Grant Users CA EEM Access to Define Touchpoint Security Policies

By default, the EiamAdmin user is the only user who can log in to CA EEM. If you employ a policy-based Touchpoint Security approach, you can authorize certain users to create Touchpoint Security policies in CA EEM. Authorize content designers who design processes with operators that execute on touchpoints mapped to hosts that have high business value. Such touchpoints can be protected through Touchpoint Security policies that specify the users who are authorized to execute these operators.

To grant specified policy designers CA EEM access and authorization to create policies with the Touchpoint Security resource class

1. Log in to the CA Process Automation application in CA EEM.
2. Click the Manage Access Policies tab.
3. Click New Scoping Policy.

   

4. Complete the General section as follows:

   Name

   Specifies the name of this scoping policy. For example, Users Creating Touchpoint Security Policies.

   Description

   (Optional) Provides a short description. For example, Enables specified users to create custom policies only with the Touchpoint Security resource class.

   Calendar and Resource Class Name

   Skip the Calendar option and accept the default entry SafeObject for Resource Class Name.

   Type

   Specify Access Control List.

   Note: A message appears that changing policy type resets some of the filters. Click OK.
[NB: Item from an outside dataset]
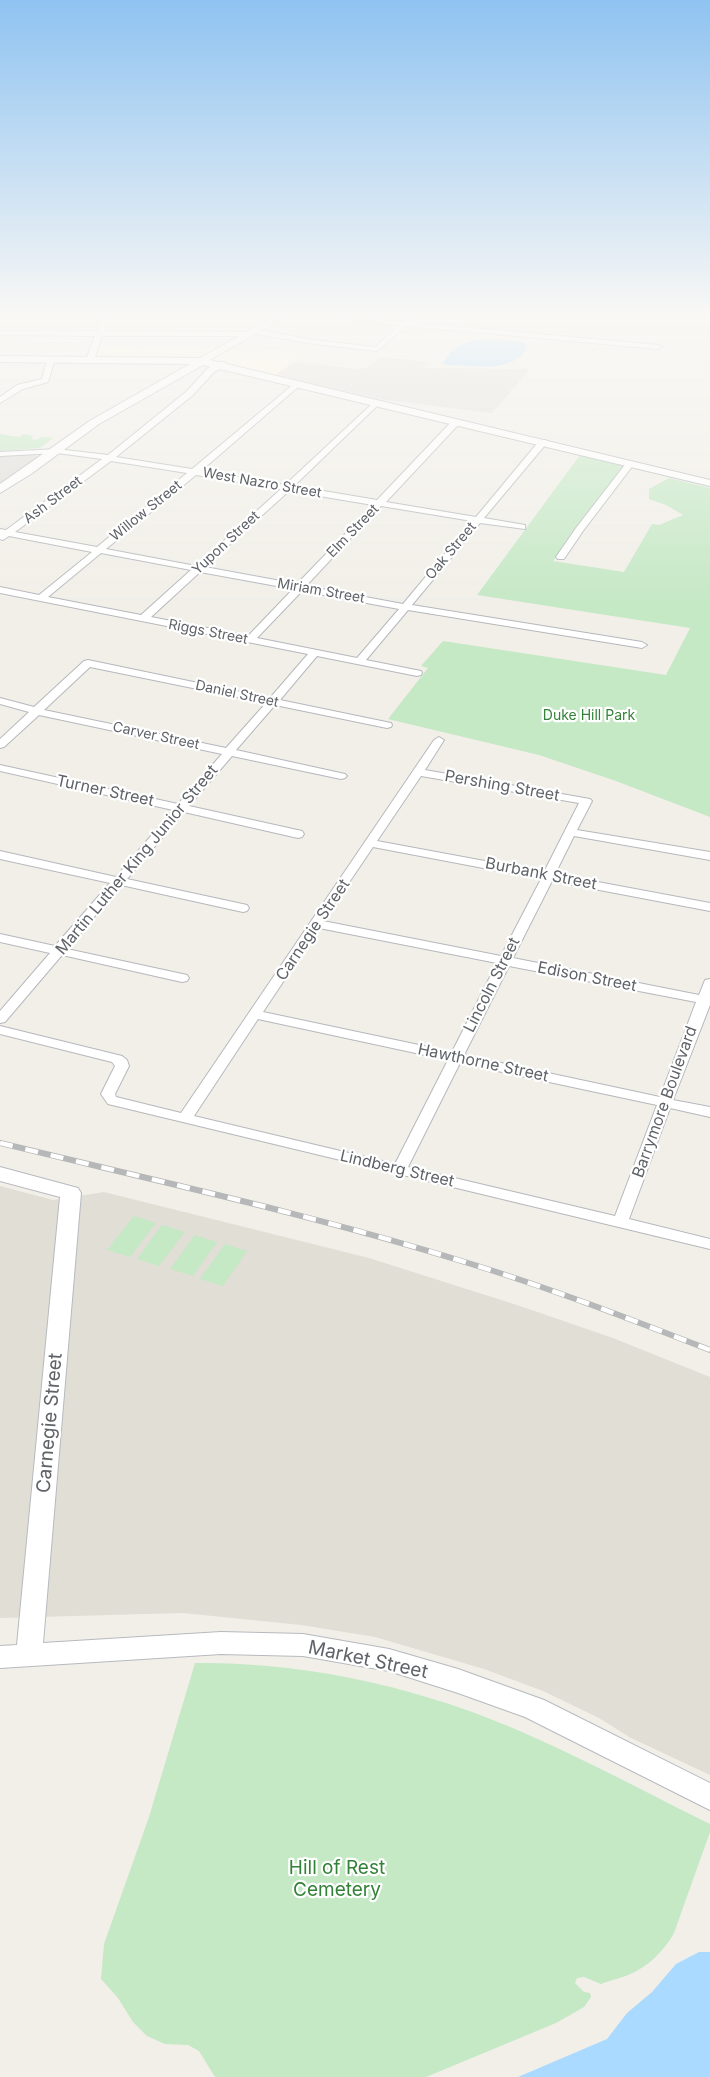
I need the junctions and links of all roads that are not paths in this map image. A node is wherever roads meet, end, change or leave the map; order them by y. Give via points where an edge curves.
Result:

5. For Identities, add the names of all of the users who design processes to which Touchpoint Security applies. Users added to this policy are granted login access to CA EEM and the ability to create Touchpoint Security policies. A Touchpoint Security policy specifies the users to authorize to execute operators from a given operator category on a specified Touchpoint.
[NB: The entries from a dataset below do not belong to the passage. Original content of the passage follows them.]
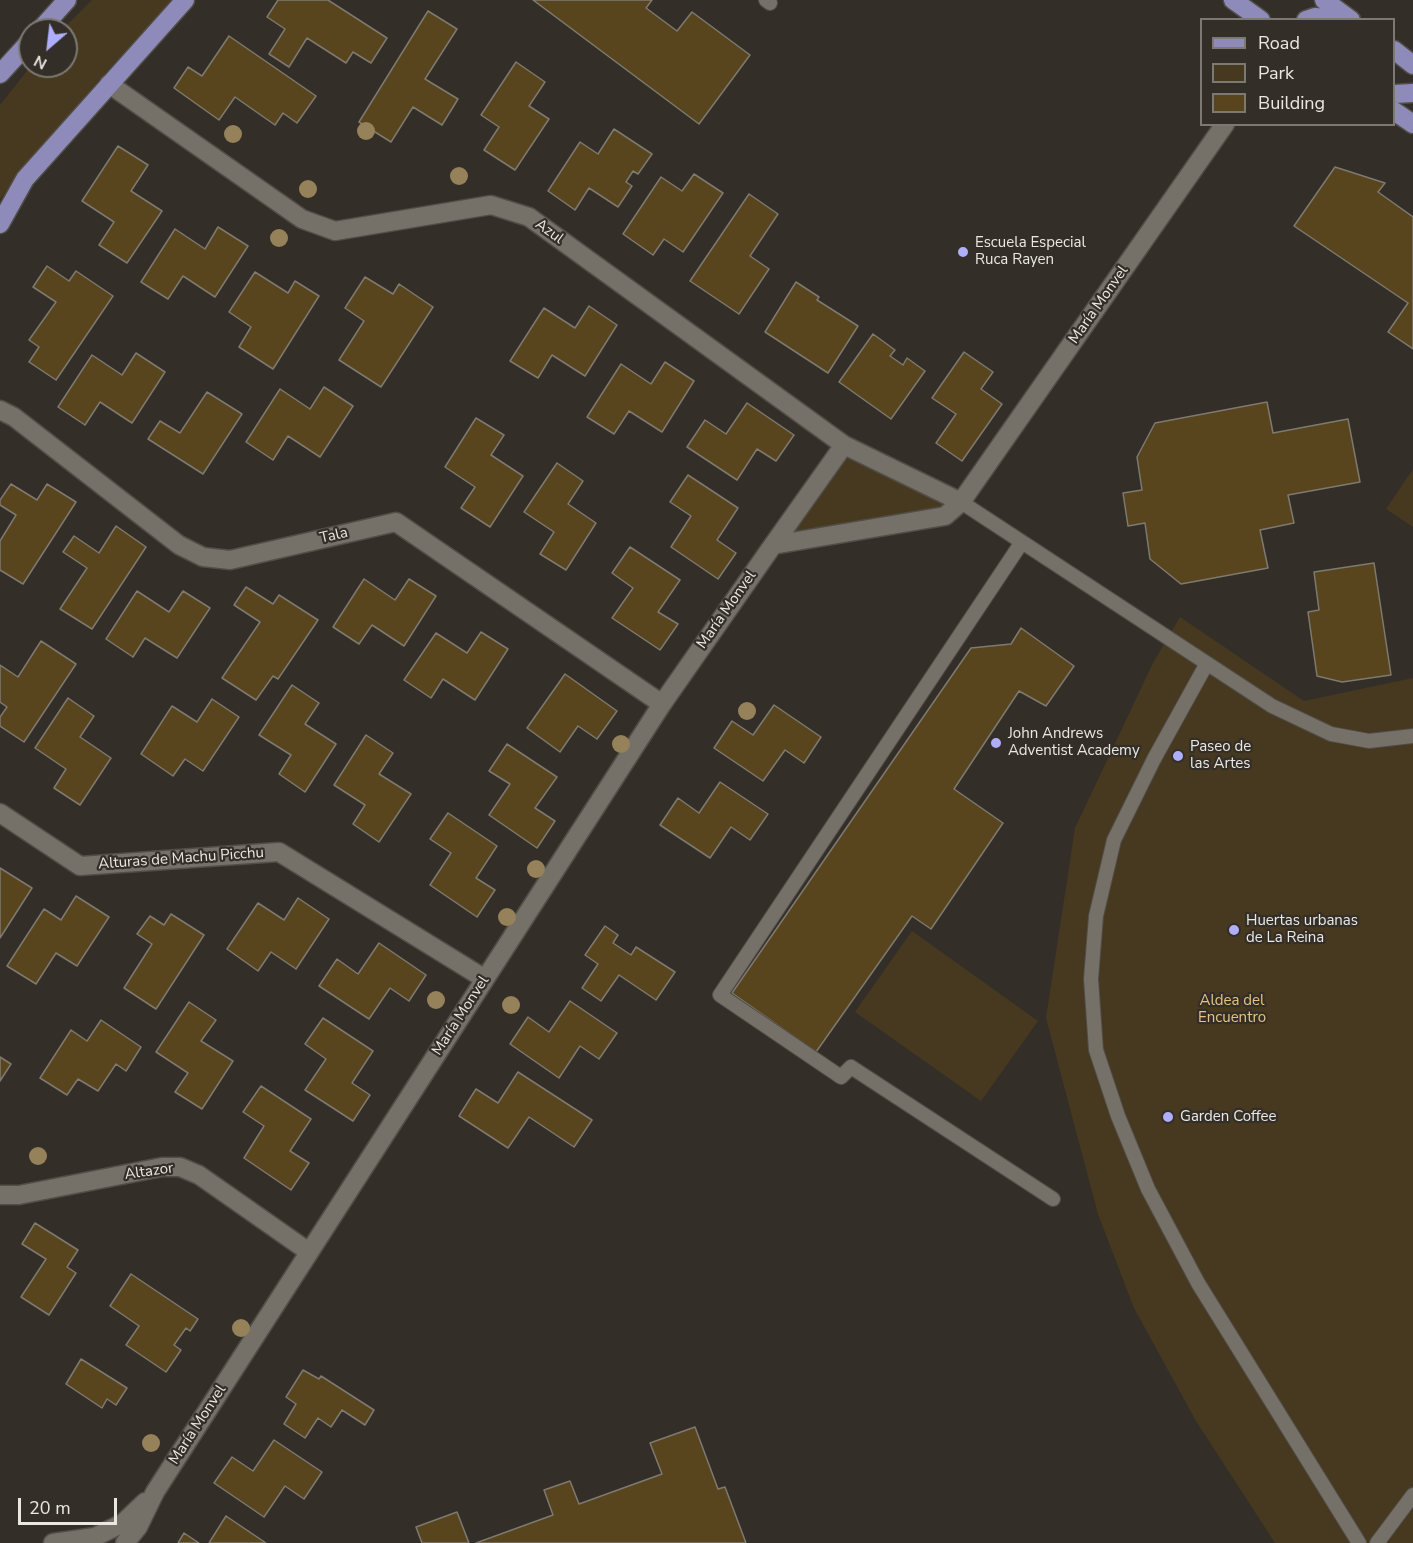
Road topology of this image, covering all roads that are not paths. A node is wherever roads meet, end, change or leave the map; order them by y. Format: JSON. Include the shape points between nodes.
{"nodes":[{"id":1,"x":67,"y":0,"type":"edge"},
{"id":2,"x":185,"y":0,"type":"edge"},
{"id":3,"x":1233,"y":0,"type":"edge"},
{"id":4,"x":1324,"y":0,"type":"edge"},
{"id":5,"x":51,"y":18,"type":"edge"},
{"id":6,"x":1258,"y":18,"type":"edge"},
{"id":7,"x":1347,"y":18,"type":"edge"},
{"id":8,"x":1395,"y":51,"type":"edge"},
{"id":9,"x":18,"y":54,"type":"edge"},
{"id":10,"x":1413,"y":65,"type":"edge"},
{"id":11,"x":0,"y":74,"type":"edge"},
{"id":12,"x":110,"y":84,"type":"junction"},
{"id":13,"x":1413,"y":93,"type":"edge"},
{"id":14,"x":1395,"y":94,"type":"edge"},
{"id":15,"x":1395,"y":112,"type":"edge"},
{"id":16,"x":1413,"y":124,"type":"edge"},
{"id":17,"x":1224,"y":126,"type":"edge"},
{"id":18,"x":0,"y":225,"type":"edge"},
{"id":19,"x":0,"y":410,"type":"edge"},
{"id":20,"x":844,"y":445,"type":"junction"},
{"id":21,"x":961,"y":502,"type":"junction"},
{"id":22,"x":1022,"y":542,"type":"junction"},
{"id":23,"x":773,"y":545,"type":"junction"},
{"id":24,"x":1206,"y":665,"type":"junction"},
{"id":25,"x":662,"y":704,"type":"junction"},
{"id":26,"x":1413,"y":736,"type":"edge"},
{"id":27,"x":0,"y":813,"type":"edge"},
{"id":28,"x":485,"y":979,"type":"junction"},
{"id":29,"x":0,"y":1196,"type":"edge"},
{"id":30,"x":1053,"y":1199,"type":"dead end"},
{"id":31,"x":309,"y":1252,"type":"junction"},
{"id":32,"x":155,"y":1492,"type":"junction"},
{"id":33,"x":1413,"y":1495,"type":"edge"},
{"id":34,"x":53,"y":1543,"type":"edge"},
{"id":35,"x":125,"y":1543,"type":"edge"},
{"id":36,"x":1359,"y":1543,"type":"edge"},
{"id":37,"x":1377,"y":1543,"type":"edge"}],
"edges":[{"from":1,"to":5,"type":"main road"},
{"from":2,"to":12,"type":"main road"},
{"from":3,"to":6,"type":"main road"},
{"from":4,"to":7,"type":"main road"},
{"from":8,"to":10,"type":"main road"},
{"from":9,"to":11,"type":"main road"},
{"from":12,"to":18,"type":"main road","via":[[25,179]]},
{"from":12,"to":20,"type":"street","name":"Azul","via":[[302,219],[335,231],[491,204],[529,218]]},
{"from":13,"to":14,"type":"main road"},
{"from":15,"to":16,"type":"main road"},
{"from":17,"to":21,"type":"street","name":"María Monvel"},
{"from":19,"to":25,"type":"street","name":"Tala","via":[[179,545],[203,557],[230,560],[396,522]]},
{"from":20,"to":21,"type":"street","name":"Azul"},
{"from":20,"to":23,"type":"street","name":"María Monvel"},
{"from":21,"to":22,"type":"lane"},
{"from":21,"to":23,"type":"street","name":"María Monvel","via":[[945,516]]},
{"from":22,"to":24,"type":"lane"},
{"from":22,"to":30,"type":"lane","via":[[720,995],[841,1077],[851,1067]]},
{"from":23,"to":25,"type":"street","name":"María Monvel"},
{"from":24,"to":26,"type":"lane","via":[[1272,706],[1331,734],[1369,741]]},
{"from":24,"to":36,"type":"lane","via":[[1114,840],[1096,916],[1091,979],[1096,1050],[1148,1189],[1198,1283]]},
{"from":25,"to":28,"type":"street","name":"María Monvel"},
{"from":27,"to":28,"type":"street","name":"Alturas de Machu Picchu","via":[[80,866],[279,852]]},
{"from":28,"to":31,"type":"street","name":"María Monvel"},
{"from":29,"to":31,"type":"street","name":"Altazor","via":[[180,1167],[199,1175]]},
{"from":31,"to":32,"type":"street","name":"María Monvel"},
{"from":32,"to":34,"type":"street","name":"María Monvel","via":[[123,1523],[95,1537]]},
{"from":32,"to":35,"type":"street","name":"María Monvel","via":[[138,1527]]},
{"from":33,"to":37,"type":"lane"}]}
   Note: If you want to test this policy, create a user with the default user group and add that user name here. After you save this policy, log in to CA EEM with your test user name. Notice that the only thing you can do in CA EEM is create a policy with the Touchpoint resource class.

   1. Accept User as Type or select another value.
   2. Click the Search Identities link.
   3. Enter search criteria that includes the planned user or group and click Search.\
   4. Select a user or group from the displayed list of available identities and click the right arrow.

      The selected user or group appears in the Selected Identities list.

   5. Repeat this process for each user to whom you want to authorize to create Touchpoint Security Policies.
6. Configure the Access Control List as follows:
   1. Select each of the following resources from the drop-down list and click Add to add them to the list.
      • ApplicationInstance
      • Policy
      • User
      • GlobalUser
      • UserGroup
      • GlobalUserGroup
   2. Click read for all resources. Click write for Policy
   3. Click Filters.
   4. For Policy, select named attribute from the first drop-down list. In the field under named attribute, enter ResourceClassName. In the value field after EQUAL, enter TouchPointSecurity. Do not enter a space between TouchPoint and Security.

      

   5. Leave the rest of the fields on the filters page as is.
7. Click Save.
8. Verify that the Access Control List Configuration matches the following example exactly. The system adds a space between TouchPoint and Security.

   

9. Verify that your policy resembles the following example. In the example, the missing columns indicate that ResourceClassName is SafeObject, the Options value is Explicit Grant, and Identities is your list of users. These are users who design processes for Touchpoint Security and create an associated policy.